Your objective
Your task is to copy every line below that contains the word "than".

Data under study
▼
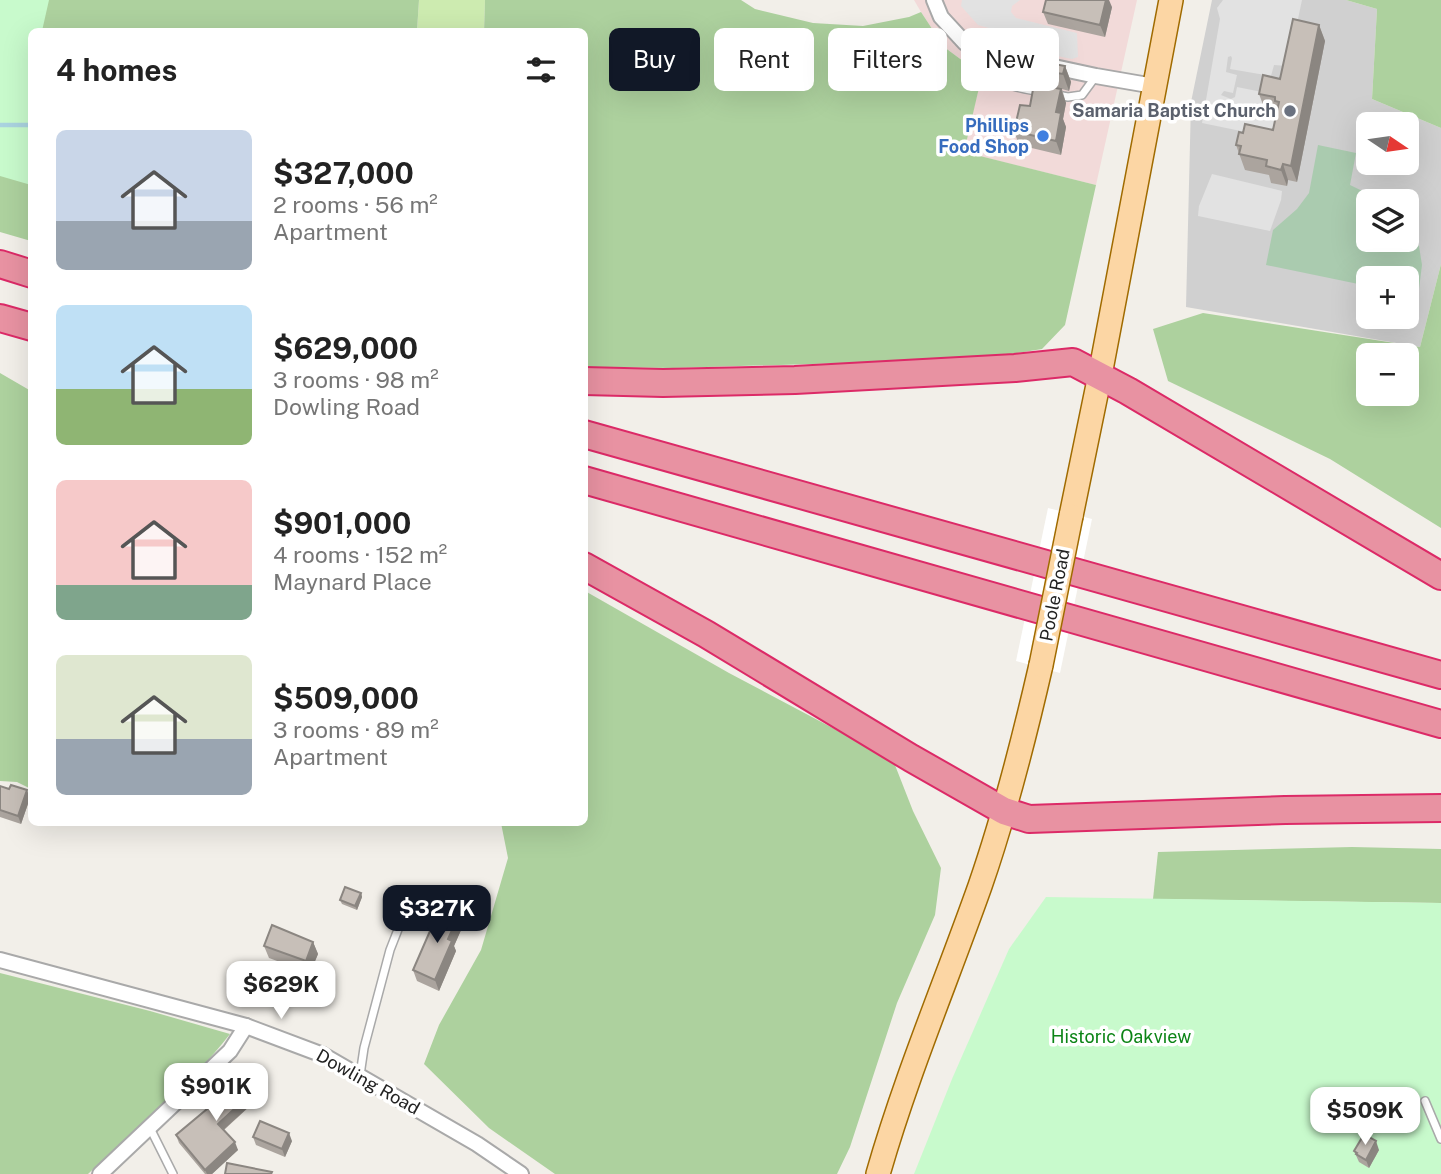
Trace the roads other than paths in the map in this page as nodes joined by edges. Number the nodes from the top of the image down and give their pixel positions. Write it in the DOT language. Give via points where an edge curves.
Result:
▲
▼
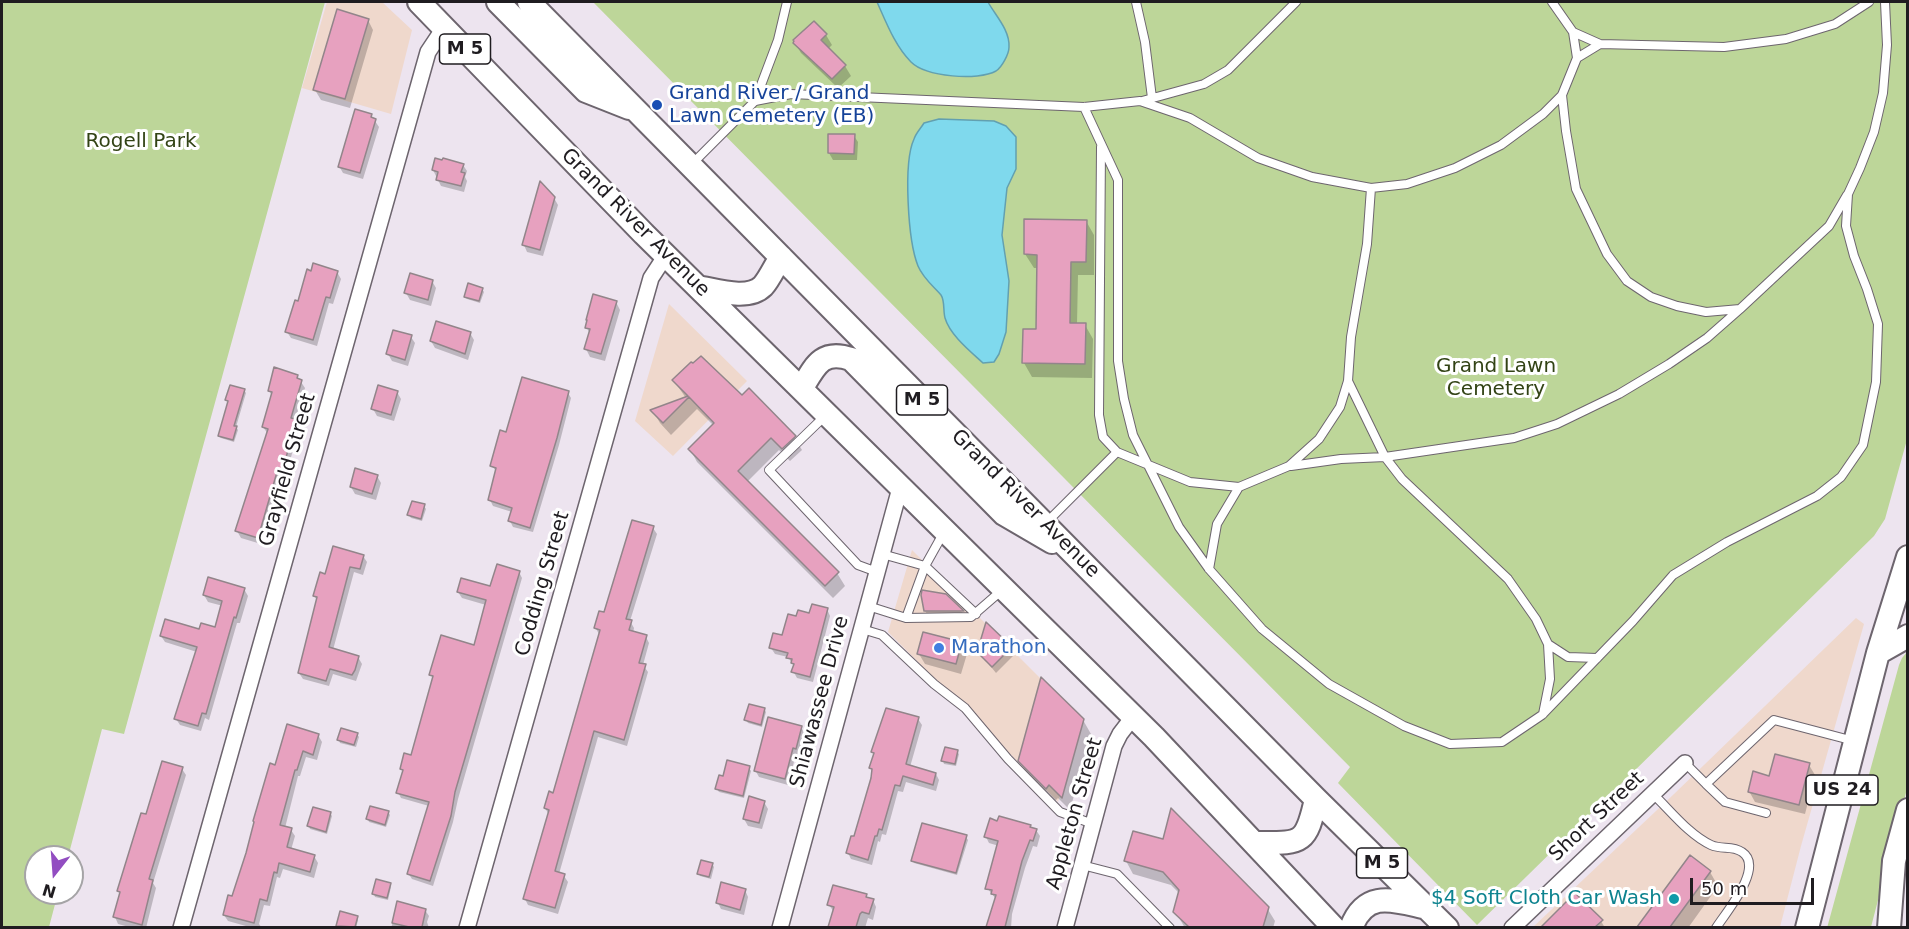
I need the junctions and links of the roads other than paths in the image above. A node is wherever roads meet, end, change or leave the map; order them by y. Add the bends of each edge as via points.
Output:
▲
Result
Trace the roads other than paths in the map in this page as nodes joined by edges. Number the nodes from the top of the image down and give their pixel positions. Write it in the DOT language. Give via points where an edge curves.
I need the junctions and links of the roads other than paths in the image above. A node is wherever roads meet, end, change or leave the map; order them by y. Add the bends of each edge as via points.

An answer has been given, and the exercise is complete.